— WORK TO BE COMPLETED —
The full listing, copied exactly, is the required output.

--- START ---

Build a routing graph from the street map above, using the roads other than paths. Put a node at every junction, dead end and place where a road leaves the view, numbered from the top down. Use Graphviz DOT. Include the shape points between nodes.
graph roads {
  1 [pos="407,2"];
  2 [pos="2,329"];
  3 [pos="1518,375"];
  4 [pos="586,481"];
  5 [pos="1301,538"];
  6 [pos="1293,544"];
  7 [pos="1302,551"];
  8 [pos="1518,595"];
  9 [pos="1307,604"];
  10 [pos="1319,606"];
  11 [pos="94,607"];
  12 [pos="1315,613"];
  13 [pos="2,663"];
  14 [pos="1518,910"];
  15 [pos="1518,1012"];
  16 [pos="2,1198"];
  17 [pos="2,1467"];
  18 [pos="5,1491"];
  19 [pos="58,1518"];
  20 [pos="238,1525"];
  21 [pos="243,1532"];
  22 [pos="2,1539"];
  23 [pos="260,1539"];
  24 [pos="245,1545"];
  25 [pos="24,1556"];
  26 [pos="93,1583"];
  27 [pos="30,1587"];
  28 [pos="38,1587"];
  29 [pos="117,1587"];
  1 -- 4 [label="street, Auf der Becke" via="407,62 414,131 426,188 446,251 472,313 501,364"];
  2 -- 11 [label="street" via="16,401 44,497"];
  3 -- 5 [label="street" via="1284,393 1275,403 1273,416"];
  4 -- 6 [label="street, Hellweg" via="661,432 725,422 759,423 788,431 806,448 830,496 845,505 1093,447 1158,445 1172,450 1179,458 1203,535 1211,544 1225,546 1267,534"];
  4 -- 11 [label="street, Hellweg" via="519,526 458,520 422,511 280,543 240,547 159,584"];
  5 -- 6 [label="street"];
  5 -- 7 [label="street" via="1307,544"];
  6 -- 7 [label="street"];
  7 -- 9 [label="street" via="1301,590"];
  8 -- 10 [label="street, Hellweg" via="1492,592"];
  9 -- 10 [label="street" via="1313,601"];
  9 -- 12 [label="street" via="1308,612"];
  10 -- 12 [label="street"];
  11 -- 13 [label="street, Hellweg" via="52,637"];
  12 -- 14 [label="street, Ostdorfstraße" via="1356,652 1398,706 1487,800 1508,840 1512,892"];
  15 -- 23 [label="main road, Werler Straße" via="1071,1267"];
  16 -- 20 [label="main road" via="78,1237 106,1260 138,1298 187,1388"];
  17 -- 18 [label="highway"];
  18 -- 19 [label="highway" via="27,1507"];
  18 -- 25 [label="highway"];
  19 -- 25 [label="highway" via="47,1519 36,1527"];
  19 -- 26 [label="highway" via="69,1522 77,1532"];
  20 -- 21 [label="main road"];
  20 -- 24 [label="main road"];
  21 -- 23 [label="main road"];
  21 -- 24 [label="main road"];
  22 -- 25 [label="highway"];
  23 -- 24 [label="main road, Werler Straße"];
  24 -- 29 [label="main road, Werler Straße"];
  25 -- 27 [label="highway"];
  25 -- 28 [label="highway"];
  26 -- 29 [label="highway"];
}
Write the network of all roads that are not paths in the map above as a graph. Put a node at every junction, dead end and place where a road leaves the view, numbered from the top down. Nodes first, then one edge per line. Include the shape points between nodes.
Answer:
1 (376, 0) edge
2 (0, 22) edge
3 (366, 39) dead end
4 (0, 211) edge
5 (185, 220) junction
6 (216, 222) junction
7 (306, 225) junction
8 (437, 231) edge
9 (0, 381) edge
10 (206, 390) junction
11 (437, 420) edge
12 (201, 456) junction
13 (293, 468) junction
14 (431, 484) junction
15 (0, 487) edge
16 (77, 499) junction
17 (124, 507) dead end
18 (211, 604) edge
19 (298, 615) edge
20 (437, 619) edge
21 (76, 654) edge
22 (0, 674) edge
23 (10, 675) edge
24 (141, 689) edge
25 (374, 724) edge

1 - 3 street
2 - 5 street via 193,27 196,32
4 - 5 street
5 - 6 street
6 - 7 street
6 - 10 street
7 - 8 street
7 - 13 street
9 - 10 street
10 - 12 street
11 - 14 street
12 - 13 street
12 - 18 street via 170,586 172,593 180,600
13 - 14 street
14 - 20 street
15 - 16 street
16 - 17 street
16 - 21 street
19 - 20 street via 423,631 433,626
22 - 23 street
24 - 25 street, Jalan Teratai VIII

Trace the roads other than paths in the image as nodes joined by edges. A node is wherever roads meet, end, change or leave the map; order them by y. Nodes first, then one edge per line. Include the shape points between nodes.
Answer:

--- END ---

— WRITTEN RESPONSE —
Build a routing graph from the street map above, using the roads other than paths. Put a node at every junction, dead end and place where a road leaves the view, numbered from the top down. Use Graphviz DOT. Include the shape points between nodes.
graph roads {
  1 [pos="407,2"];
  2 [pos="2,329"];
  3 [pos="1518,375"];
  4 [pos="586,481"];
  5 [pos="1301,538"];
  6 [pos="1293,544"];
  7 [pos="1302,551"];
  8 [pos="1518,595"];
  9 [pos="1307,604"];
  10 [pos="1319,606"];
  11 [pos="94,607"];
  12 [pos="1315,613"];
  13 [pos="2,663"];
  14 [pos="1518,910"];
  15 [pos="1518,1012"];
  16 [pos="2,1198"];
  17 [pos="2,1467"];
  18 [pos="5,1491"];
  19 [pos="58,1518"];
  20 [pos="238,1525"];
  21 [pos="243,1532"];
  22 [pos="2,1539"];
  23 [pos="260,1539"];
  24 [pos="245,1545"];
  25 [pos="24,1556"];
  26 [pos="93,1583"];
  27 [pos="30,1587"];
  28 [pos="38,1587"];
  29 [pos="117,1587"];
  1 -- 4 [label="street, Auf der Becke" via="407,62 414,131 426,188 446,251 472,313 501,364"];
  2 -- 11 [label="street" via="16,401 44,497"];
  3 -- 5 [label="street" via="1284,393 1275,403 1273,416"];
  4 -- 6 [label="street, Hellweg" via="661,432 725,422 759,423 788,431 806,448 830,496 845,505 1093,447 1158,445 1172,450 1179,458 1203,535 1211,544 1225,546 1267,534"];
  4 -- 11 [label="street, Hellweg" via="519,526 458,520 422,511 280,543 240,547 159,584"];
  5 -- 6 [label="street"];
  5 -- 7 [label="street" via="1307,544"];
  6 -- 7 [label="street"];
  7 -- 9 [label="street" via="1301,590"];
  8 -- 10 [label="street, Hellweg" via="1492,592"];
  9 -- 10 [label="street" via="1313,601"];
  9 -- 12 [label="street" via="1308,612"];
  10 -- 12 [label="street"];
  11 -- 13 [label="street, Hellweg" via="52,637"];
  12 -- 14 [label="street, Ostdorfstraße" via="1356,652 1398,706 1487,800 1508,840 1512,892"];
  15 -- 23 [label="main road, Werler Straße" via="1071,1267"];
  16 -- 20 [label="main road" via="78,1237 106,1260 138,1298 187,1388"];
  17 -- 18 [label="highway"];
  18 -- 19 [label="highway" via="27,1507"];
  18 -- 25 [label="highway"];
  19 -- 25 [label="highway" via="47,1519 36,1527"];
  19 -- 26 [label="highway" via="69,1522 77,1532"];
  20 -- 21 [label="main road"];
  20 -- 24 [label="main road"];
  21 -- 23 [label="main road"];
  21 -- 24 [label="main road"];
  22 -- 25 [label="highway"];
  23 -- 24 [label="main road, Werler Straße"];
  24 -- 29 [label="main road, Werler Straße"];
  25 -- 27 [label="highway"];
  25 -- 28 [label="highway"];
  26 -- 29 [label="highway"];
}
Write the network of all roads that are not paths in the map above as a graph. Put a node at every junction, dead end and place where a road leaves the view, numbered from the top down. Nodes first, then one edge per line. Include the shape points between nodes.
Answer:
1 (376, 0) edge
2 (0, 22) edge
3 (366, 39) dead end
4 (0, 211) edge
5 (185, 220) junction
6 (216, 222) junction
7 (306, 225) junction
8 (437, 231) edge
9 (0, 381) edge
10 (206, 390) junction
11 (437, 420) edge
12 (201, 456) junction
13 (293, 468) junction
14 (431, 484) junction
15 (0, 487) edge
16 (77, 499) junction
17 (124, 507) dead end
18 (211, 604) edge
19 (298, 615) edge
20 (437, 619) edge
21 (76, 654) edge
22 (0, 674) edge
23 (10, 675) edge
24 (141, 689) edge
25 (374, 724) edge

1 - 3 street
2 - 5 street via 193,27 196,32
4 - 5 street
5 - 6 street
6 - 7 street
6 - 10 street
7 - 8 street
7 - 13 street
9 - 10 street
10 - 12 street
11 - 14 street
12 - 13 street
12 - 18 street via 170,586 172,593 180,600
13 - 14 street
14 - 20 street
15 - 16 street
16 - 17 street
16 - 21 street
19 - 20 street via 423,631 433,626
22 - 23 street
24 - 25 street, Jalan Teratai VIII

Trace the roads other than paths in the image as nodes joined by edges. A node is wherever roads meet, end, change or leave the map; order them by y. Nodes first, then one edge per line. Include the shape points between nodes.
Answer:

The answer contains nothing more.